De vensters en de deur hebben een sobere sieromlijsting. Een hoge bordestrap met kunststenen balusters in de leuningen leidt naar de paneeldeur, die is voorzien van een bovenlicht met sierroedenverdeling. Links is er een
terugspringend gedeelte, met in de hoek tussen de haakse aanbouw en het boven beschreven deel een deur met halfrond bovenlicht met straalvormige roedenverdeling en een getoogd raam. De gootlijst rust op forse klossen. De
eenlaagse uitbouw is blind. De rechterzijgevel heeft een kelderraam, daar boven twee etages met elk één getoogd venster en onder het dak twee getoogde ramen, voorzien van een gepleisterde sieromlijsting. De linkerzijgevel bezit
boven de kelder rechts een paneeldeur met trap, onder lessenaarafdak met sierwerk en links een getoogd venster. Hier boven bevinden zich drie getoogde achtruits vensters, waarvan het middelste lager is geplaatst. Onder de nok
bevinden zich drie rondboogvensters. Deze stolpvensters hebben een karakteristieke afgeronde verbreding op de kruising. In de uitbouw is er boven een getoogd kelderraam een breed getoogd zestienruits venster ter verlichting
van de keuken. Haaks op deze aanbouw staat een eenlaags wit geschilderd bakstenen gebouwtje onder zadeldak.
Langs beide zijgevels is er een kort muurtje ter afscherming gemetseld.

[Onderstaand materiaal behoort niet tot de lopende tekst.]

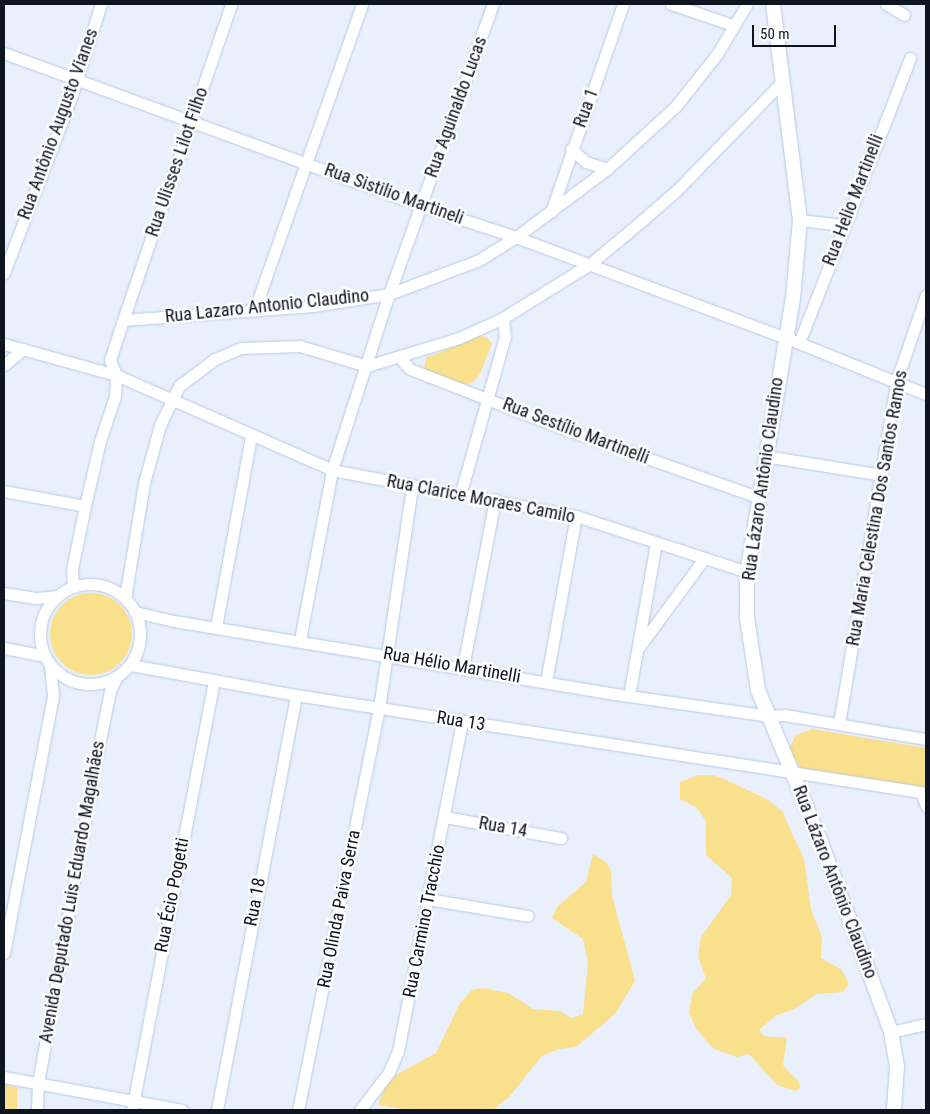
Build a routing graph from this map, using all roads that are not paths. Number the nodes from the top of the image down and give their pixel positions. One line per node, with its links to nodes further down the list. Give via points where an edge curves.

De achtergevel bezit een centraal geplaatste trappartij met in gekrulde decoratie uitwaaierende zijden. Het bordes is afgezet met een ijzeren sierhek. Onder de trap bevinden zich aan beide zijden twee getraliede rondboog- en twee
ovale openingen. Aan weerszijden van de vleugeldeur met bovenlicht bevinden zich twee vensters. Daar boven zijn drie vensters geplaatst, afgewisseld door drie lagere rechthoekige nissen. Deze zijn net als de vensters voorzien van
een sierlijst als latei, op consoles.
Het terugspringende gedeelte is links voorzien van drie getoogde vensters boven elkaar met geprofileerde omlijsting. Rechts onder het dak is een groot getoogd zestienruits venster.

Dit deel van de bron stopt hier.